Before we had the Internet to blame for everything, news of the brutal murder of 28-year-old bar manager Kitty Genovese went wide as a parable of urban indifference. Genovese was far from the only New Yorker to die on the street in 1964. Nor was she the only woman Winston Moseley, a married father of two, admitted killing. By his own chilling account, Moseley drew no distinction between murder and the routine burglary by which he supplemented his income. The other victims languished in obscurity, while fifty years on, the meaning of Genovese's murder still fuels a gallery of books, movies and television shows, up to and including a recent episode of Girls. All this — according to a new documentary by Kitty's younger brother Bill Genovese with filmmaker James Solomon — because of an influential article in the New York Times that attributed her late-night death on a quiet street in Queens to the inaction of 38 witnesses who heard her screams twice (Moseley returned to stab her a second time) and allegedly failed to call the police or rush to her rescue.
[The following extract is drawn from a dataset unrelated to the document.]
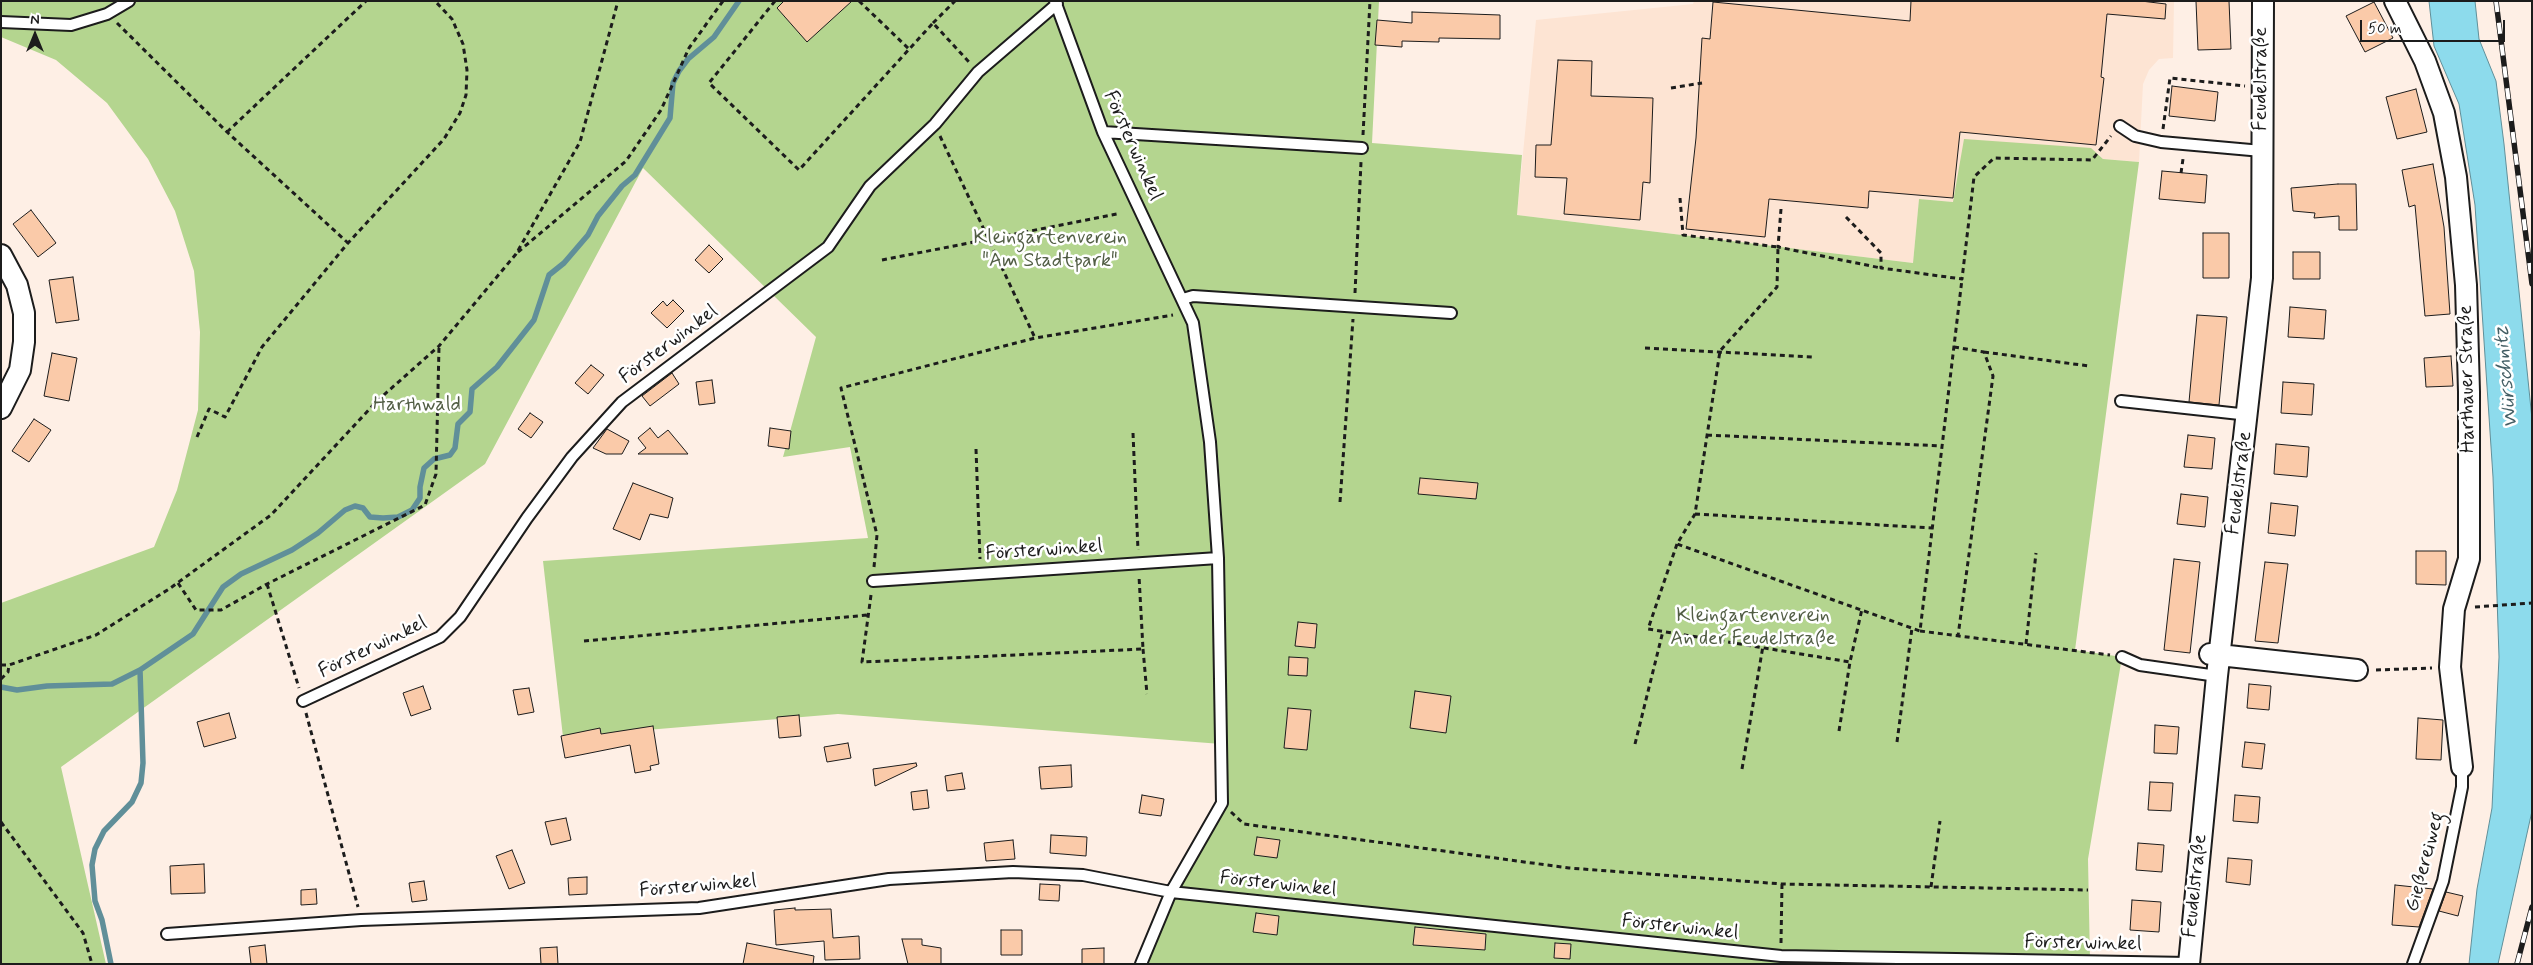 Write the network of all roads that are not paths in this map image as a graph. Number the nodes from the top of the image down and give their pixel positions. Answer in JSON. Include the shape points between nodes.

Eleven years in the making, The Witness loses some dramatic steam, because by the time Bill Genovese concluded his investigation into what really happened on the night Kitty died, the Times had owned up to serious flaws in its earlier reporting. The number of witnesses who saw Moseley stab Genovese — twice — and did nothing was exaggerated. Genovese tracked down one neighbor who did call the police and a heroic friend who rushed to Kitty's aid and cradled her in her arms as she died. Most, though, only heard rather than saw the wounded woman shriek as she stumbled from the parking lot to the back of a building — which, the filmmakers emphasize via animated sketches and a hair-raising re-enactment — complicates rather than negates bystander responsibility.
"We tell ourselves stories in order to live," Joan Didion famously wrote. Genovese likens his sister's death to a Rorschach test, and at its sharpest, The Witness is a careful inquiry into the tricks memory plays, and into how ambiguous events get reshaped into narratives that fit individual and collective needs. Almost everyone Genovese interviewed — from surviving witnesses and their children, the prosecutor and judge in the case, police, journalists, and A.M. Rosenthal, the Times editor who handled the story in 1964 and wrote the book Thirty-Eight Witnesses about the case — has, however unconsciously, polished their own version of the truth. Some of the testimonies are sober and corrective, some defensive, others wacky or poignant or both. One witness' son argues that most of the neighbors were Holocaust survivors and "therefore" would be reluctant to contact authorities. Moseley himself, who died in prison in March of this year, would not allow Genovese to visit him in prison, but wrote him a rambling, outlandish account. The film shows commendable compassion for Moseley's anguished son, the Reverend Steven Moseley, whose pitifully bizarre contextualization of the murder shows that the damage it did went far beyond Kitty and her family.
Which brings us to Bill Genovese, who as executive producer and narrator is both the film's subject and its chief interpreter. Having lost both his legs in Vietnam, the handsome Italian-American is a visually dramatic figure, a sleuth in a wheelchair as he follows leads. Kitty's death moved him, he says, to enlist in the Marines and his continuing obsession with her murder (his siblings appear briefly, cooperative but baffled by a mystery they no longer seek to solve) stems from a desire to know that he "didn't lose [his] legs for nothing." There's little reason to doubt their brother's sincerity, yet his declared motives and his quest for "closure" — a glib buzzword that's overdue for retirement — seem at once too tidy and a causal stretch.
Bill was 16 years old when Kitty Genovese died. That's old enough to remember more about a sister whose favorite he was than the fact that she overturned a pot of spaghetti on his head when he wouldn't finish his dinner. We're shown the familiar mug shot of an elfin Kitty on her arrest on a minor gambling charge, and some charming amateur footage of this pretty, vivacious woman dancing with schoolmates. Tantalizingly, her female lover and roommate painfully discusses (off screen at her own request) Kitty's conflicts as a gay woman cut off by a violent stranger just as she was entering a time when she might have proudly emerged from the closet. Beyond this brief glimpse of Kitty Genovese the person rather than the victim, she remains trapped in death, and in decades of media mythmaking.